The Remembrancer: 1901, Relationships of Parents and Children in the Light of Christianity, The (6:1-4)
PH 6:1-4
The exhortation to fathers is also remarkable-that they should not provoke their children; that their hearts should be turned towards them; that they should not repel them, nor destroy that influence which is the strongest guard against the evil of the world. God forms the heart of children around this happy center: the father should watch over this. But there is more. The christian father (for it is always those within to whom he speaks) ought to recognize the position in which, as we have seen, the children are placed, and to bring them up under the yoke of Christ in the discipline and admonition of the Lord. Christian position is to be the measure and the form of the influences which the father exercises, and of the education which he gives his children. He treats them as brought up for the Lord, and as the Lord would bring them up.
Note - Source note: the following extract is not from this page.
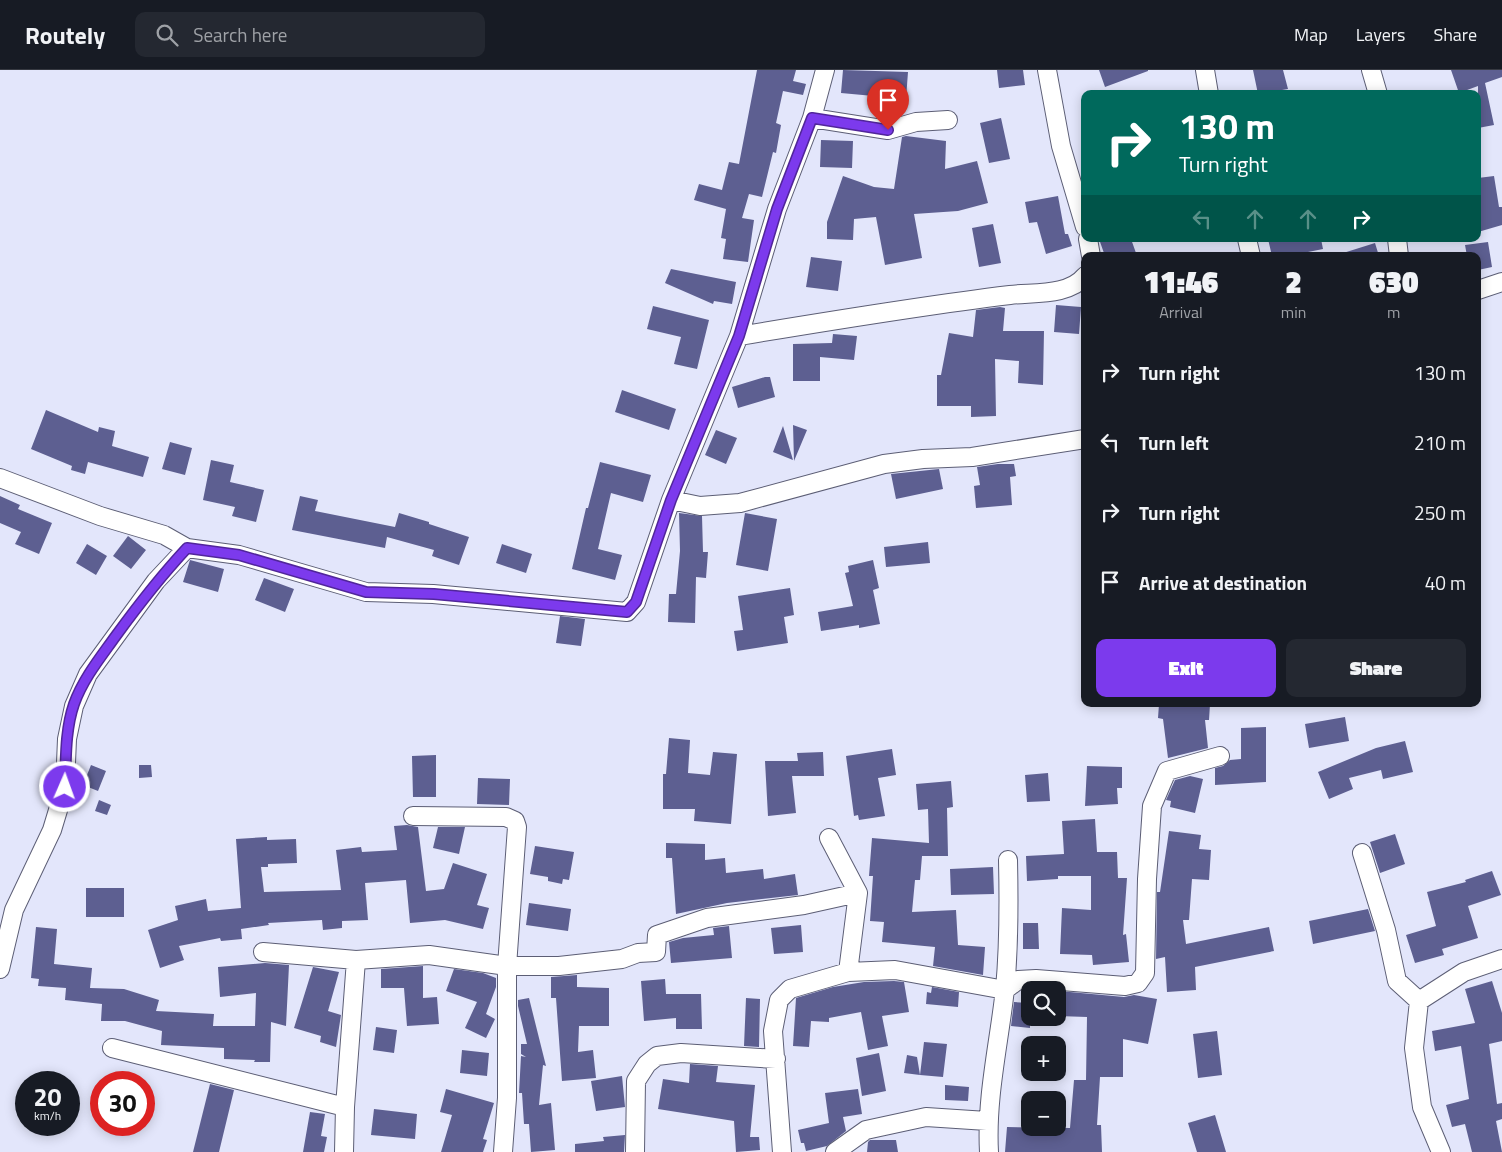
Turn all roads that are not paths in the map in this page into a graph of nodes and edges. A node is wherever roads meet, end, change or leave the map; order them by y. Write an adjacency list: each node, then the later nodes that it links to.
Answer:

It will be remarked, that in the relationships we are considering (as well as that of wives with their husbands and of servants with their masters) it is on the side from which submission is due that the exhortations begin. This is the genius of Christianity in our evil world, in which man's will is the source of all the evil, expressing his departure from God to whom all submission is due. The principle of submission and of obedience is the healing principle of humanity: only God must be brought into it, in order that the will of man be not the guide after all. But the principle that governs the heart of man in good, is always and everywhere obedience. I may have to say that God must be obeyed rather than man; but to depart from obedience is to enter into sin. A man may have, as a father, to command and direct; but he does it ill if he do it not in obedience to God and to His word. This was the essence of the life of Christ: " I come to do thy will, O my God." Accordingly the apostle begins his exhortations with regard to relationships by giving the general precept: " Submit yourselves one to another," adding " in the fear of Christ " (corrected reading), that, in the obedience rendered, the Lord may be before the heart, This renders order easy, even when the order of institutions, and of authority may fail. Submission, moral obedience, can never in principle be wanting to the true Christian. It is the starting point of his whole life. He is sanctified unto the obedience of Christ (1 Pet. 1:2).
It is beautiful to see the way in which divine doctrine enters into the details of life, and throws the fragrance of its perfection into every duty and every relationship; how it acknowledges existing things, as far as they can be owned and directed by its principles, but exalts and enhances the value of everything according to the perfection of those principles; by touching not the relationships but the man's heart who walks in them; taking the moral side, and that of submission, in love and in the exercise of authority which the divine doctrine can regulate, bringing in the grace which governs the use of the authority of God.